═════ Records for this exercise

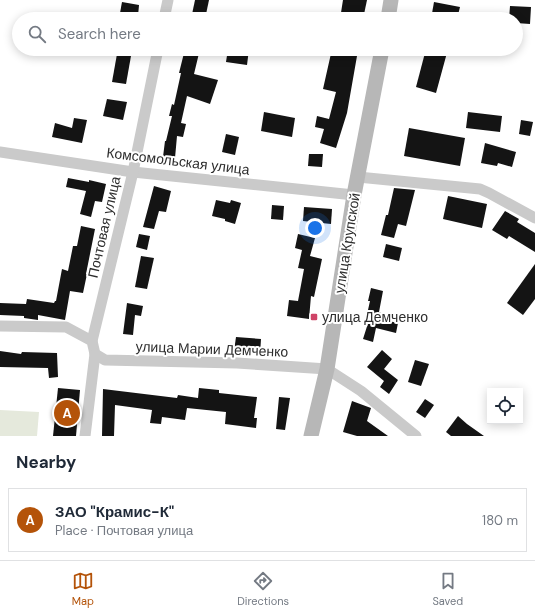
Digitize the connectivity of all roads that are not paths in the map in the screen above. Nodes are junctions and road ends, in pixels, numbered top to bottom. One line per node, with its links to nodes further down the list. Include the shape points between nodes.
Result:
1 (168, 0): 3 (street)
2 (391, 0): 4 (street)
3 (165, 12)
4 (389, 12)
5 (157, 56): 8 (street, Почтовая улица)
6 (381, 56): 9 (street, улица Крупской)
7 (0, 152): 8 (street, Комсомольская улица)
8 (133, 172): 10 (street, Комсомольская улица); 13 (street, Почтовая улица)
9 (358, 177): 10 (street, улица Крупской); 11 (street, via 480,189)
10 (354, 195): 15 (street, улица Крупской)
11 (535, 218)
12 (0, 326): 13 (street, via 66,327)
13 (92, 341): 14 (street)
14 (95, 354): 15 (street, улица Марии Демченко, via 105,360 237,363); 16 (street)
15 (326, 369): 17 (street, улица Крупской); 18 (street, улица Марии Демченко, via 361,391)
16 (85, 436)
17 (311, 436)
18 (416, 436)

══════════
═════ Records for this exercise

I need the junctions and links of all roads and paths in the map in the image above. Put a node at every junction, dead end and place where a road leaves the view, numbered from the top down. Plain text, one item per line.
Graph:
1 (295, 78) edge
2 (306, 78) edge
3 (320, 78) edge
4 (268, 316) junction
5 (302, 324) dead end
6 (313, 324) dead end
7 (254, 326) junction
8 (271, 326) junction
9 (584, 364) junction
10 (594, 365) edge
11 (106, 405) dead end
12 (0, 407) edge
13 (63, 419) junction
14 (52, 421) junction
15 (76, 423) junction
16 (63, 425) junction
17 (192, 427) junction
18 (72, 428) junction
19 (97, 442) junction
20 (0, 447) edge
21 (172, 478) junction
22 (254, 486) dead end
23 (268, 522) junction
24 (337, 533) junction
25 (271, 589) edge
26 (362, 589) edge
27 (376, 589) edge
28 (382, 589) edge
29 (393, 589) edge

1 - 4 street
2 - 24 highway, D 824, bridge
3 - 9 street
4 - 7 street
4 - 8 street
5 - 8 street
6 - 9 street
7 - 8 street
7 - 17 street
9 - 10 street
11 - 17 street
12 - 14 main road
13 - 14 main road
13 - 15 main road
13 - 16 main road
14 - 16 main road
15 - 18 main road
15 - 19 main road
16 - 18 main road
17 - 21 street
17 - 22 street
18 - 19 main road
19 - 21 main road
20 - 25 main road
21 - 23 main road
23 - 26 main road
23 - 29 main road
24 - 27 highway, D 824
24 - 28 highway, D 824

══════════

• Aim of the exercise
Wherever the word "down" appears in a line of the data, copy that line.

• Task answer
Digitize the connectivity of all roads that are not paths in the map in the screen above. Nodes are junctions and road ends, in pixels, numbered top to bottom. One line per node, with its links to nodes further down the list. Include the shape points between nodes.
I need the junctions and links of all roads and paths in the map in the image above. Put a node at every junction, dead end and place where a road leaves the view, numbered from the top down. Plain text, one item per line.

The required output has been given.